The HR as Business Partner course is also suitable for HR directors and senior managers who are considering implementing a business partnering approach or wanting to improve their success with HR partnering.
Course overview:
Business partnering has profound implications for HR and development professionals. For many of us it means new roles, new skills and new careers. Yet business partnering is little understood, often implemented differently, and often problematic.
The HR as Business Partner course provides valuable information on how partnering operates in practice in both the public and private sector – its successes, common problems and options for moving forward. The HR as Business Partner course also looks at the development of business partners and options for how you can progress partnering either personally or within your organisation.
Course benefits:
By the end of the HR as Business Partner course, you will be able to:
- appreciate the business partnering approach, its key drivers and how it differs from
- approaches such as internal consultancy; HR manager or director role
- assess the implications for HR careers and your organisation as a whole
- recognise the attitudes, knowledge and skills required of an HR partner
- assess your own organisation’s readiness for HR partnering
- devise strategies for influencing line managers to ensure the success of HR within the organisation
- develop a personal ‘partnering’ action plan.
Content Areas:
What is HR business partnering?
- Concepts of partnering
- Partnering’s promise – how it delivers benefits
- Partnering’s problems – when partnering struggles
- Partnering journeys – review of partnering paths taken
- Lessons learned from organisations that have successfully implemented partnering.

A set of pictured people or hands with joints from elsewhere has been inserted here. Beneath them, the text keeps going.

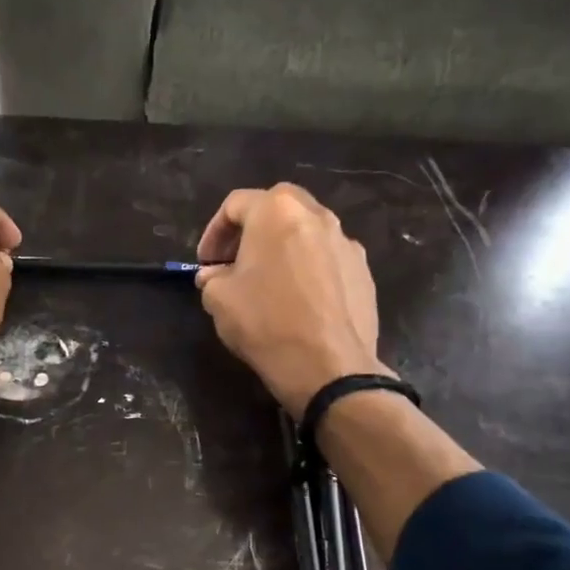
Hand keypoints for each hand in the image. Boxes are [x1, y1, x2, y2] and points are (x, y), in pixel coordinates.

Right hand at [194, 184, 389, 417]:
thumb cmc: (265, 322)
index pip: (236, 204)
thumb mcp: (218, 300)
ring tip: (269, 280)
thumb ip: (212, 278)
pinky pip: (328, 258)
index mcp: (276, 212)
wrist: (328, 365)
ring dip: (283, 247)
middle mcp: (317, 216)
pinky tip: (299, 300)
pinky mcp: (364, 271)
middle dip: (252, 228)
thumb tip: (215, 276)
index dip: (213, 231)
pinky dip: (309, 268)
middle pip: (278, 205)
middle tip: (236, 260)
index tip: (205, 263)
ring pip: (307, 231)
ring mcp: (347, 242)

What makes a great HR business partner?
- The model business partner – key competencies, values and experience
- Implications for HR careers today and tomorrow.
Development of HR business partners:
- Best methods for developing business partners
- The options – their pros and cons and application
- The need for internal sponsorship.
Operating as an HR business partner:
- New challenges for the delivery and management of HR
- Operational lessons; overcoming common difficulties
- Organisational ‘readiness’ for HR partnering
- Selling HR partnering to line managers – tips from successful partners
- Roles within HR; relationships with other HR professionals
- ‘Quick wins’ to increase credibility
- Ensuring the delivery of benefits.
Key actions:
- What might this mean for your organisation and for you?
- Short-term plans to assess or support partnering.